For mass presented in the nasal region, more common differential diagnosis includes skin cancer (squamous cell carcinoma, basal cell carcinoma, melanoma) and chondroid lesions. The high densities of gouty tophi in radiography and/or CT can sometimes be mistaken as chondroid matrix in chondroid lesion. Given the rarity of such presentations, many clinicians may not be comfortably making this diagnosis based on the clinical and imaging features and histopathological confirmation may be needed. In this case, our patient underwent rhinoplasty and excision of the nasal mass, from which the definitive diagnosis was made.
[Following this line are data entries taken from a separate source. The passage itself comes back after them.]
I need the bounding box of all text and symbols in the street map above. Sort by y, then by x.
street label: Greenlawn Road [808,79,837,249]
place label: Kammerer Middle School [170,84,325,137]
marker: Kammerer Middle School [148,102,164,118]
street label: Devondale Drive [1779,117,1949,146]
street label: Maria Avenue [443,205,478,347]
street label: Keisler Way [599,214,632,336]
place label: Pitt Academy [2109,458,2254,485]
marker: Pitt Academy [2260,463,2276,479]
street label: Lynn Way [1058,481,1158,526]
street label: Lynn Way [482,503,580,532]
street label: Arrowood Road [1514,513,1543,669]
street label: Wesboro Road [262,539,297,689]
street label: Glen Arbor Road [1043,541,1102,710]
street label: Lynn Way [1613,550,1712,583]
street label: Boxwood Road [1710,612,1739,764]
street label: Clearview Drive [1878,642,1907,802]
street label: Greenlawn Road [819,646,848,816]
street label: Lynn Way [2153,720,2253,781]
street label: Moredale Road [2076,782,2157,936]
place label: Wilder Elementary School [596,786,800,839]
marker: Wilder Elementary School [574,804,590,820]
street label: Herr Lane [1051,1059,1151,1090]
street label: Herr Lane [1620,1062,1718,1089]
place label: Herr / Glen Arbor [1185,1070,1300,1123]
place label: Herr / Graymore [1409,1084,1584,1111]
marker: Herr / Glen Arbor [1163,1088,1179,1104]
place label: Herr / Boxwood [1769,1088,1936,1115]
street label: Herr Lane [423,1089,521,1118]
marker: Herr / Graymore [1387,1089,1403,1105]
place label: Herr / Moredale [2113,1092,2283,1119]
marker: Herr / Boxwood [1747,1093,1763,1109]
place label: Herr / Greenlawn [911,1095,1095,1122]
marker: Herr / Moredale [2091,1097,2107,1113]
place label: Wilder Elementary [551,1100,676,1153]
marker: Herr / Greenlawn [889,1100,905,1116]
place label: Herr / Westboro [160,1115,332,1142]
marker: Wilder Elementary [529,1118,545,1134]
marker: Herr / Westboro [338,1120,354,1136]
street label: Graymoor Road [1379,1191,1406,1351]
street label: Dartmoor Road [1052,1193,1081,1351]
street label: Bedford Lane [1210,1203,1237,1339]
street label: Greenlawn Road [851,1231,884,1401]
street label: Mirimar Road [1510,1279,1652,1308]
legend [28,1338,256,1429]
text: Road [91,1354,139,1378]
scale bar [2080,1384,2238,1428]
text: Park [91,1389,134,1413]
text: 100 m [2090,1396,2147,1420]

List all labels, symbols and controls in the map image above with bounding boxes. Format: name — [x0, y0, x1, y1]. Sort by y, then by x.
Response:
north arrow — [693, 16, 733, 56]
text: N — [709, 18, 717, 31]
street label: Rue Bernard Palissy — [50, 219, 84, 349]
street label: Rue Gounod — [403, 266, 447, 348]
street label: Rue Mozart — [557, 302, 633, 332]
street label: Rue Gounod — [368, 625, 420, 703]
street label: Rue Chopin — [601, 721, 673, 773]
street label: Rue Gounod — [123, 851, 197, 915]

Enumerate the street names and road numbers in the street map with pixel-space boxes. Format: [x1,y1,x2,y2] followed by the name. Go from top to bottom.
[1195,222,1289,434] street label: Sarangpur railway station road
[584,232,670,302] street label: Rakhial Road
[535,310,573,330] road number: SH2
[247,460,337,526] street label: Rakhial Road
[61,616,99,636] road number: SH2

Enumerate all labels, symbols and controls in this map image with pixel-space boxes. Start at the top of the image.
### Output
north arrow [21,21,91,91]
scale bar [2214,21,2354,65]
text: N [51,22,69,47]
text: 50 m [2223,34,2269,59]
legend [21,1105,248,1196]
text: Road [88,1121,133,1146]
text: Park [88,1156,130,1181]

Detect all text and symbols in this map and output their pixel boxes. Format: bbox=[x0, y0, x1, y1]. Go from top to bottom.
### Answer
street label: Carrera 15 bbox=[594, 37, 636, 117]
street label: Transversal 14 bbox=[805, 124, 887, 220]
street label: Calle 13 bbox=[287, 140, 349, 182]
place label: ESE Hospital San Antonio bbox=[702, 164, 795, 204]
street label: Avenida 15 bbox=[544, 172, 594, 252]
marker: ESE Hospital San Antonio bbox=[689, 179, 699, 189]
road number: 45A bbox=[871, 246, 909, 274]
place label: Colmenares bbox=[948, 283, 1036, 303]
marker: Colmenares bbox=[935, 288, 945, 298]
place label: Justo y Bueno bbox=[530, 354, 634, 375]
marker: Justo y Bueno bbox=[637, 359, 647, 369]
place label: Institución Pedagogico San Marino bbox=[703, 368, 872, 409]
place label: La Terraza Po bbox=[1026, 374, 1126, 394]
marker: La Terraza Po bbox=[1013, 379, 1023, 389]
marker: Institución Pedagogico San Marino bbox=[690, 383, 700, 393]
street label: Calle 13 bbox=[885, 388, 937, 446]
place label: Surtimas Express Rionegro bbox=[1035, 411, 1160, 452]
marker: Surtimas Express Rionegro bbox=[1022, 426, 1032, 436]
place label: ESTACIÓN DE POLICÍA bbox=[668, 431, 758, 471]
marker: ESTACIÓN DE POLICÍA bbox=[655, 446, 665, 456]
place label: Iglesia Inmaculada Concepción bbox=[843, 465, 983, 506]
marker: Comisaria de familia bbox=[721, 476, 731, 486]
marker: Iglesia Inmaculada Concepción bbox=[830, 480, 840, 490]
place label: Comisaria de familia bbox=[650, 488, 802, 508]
Ultrasound guided fine needle aspiration cytology is a cosmetically less destructive alternative [5].
Management of gout is usually taken by lifestyle changes and urate lowering drugs [1]. Surgical excision of tophi is indicated if the lesion is limiting joint mobility, causing structural damage and for cosmetic reasons [4]. For nasal tophi, management options for reconstructing the nasal bone is dependent on the extent of the defect and patient's preference [4].
Conclusion
Gouty arthritis is the most common inflammatory arthritis. Prompt and accurate diagnosis are essential in controlling the disease and preventing further destruction. Chronic tophaceous gout can present a diagnostic challenge if it presents in an atypical location.
In such cases, it is crucial to keep a wide list of differential diagnosis and a diagnosis of gout should be considered in any patients with a background history of hyperuricemia.
Patient consent
All patient data has been removed and no informed consent is required to participate.
Footnotes
Competing Interests: The authors declare that they have no conflict of interests.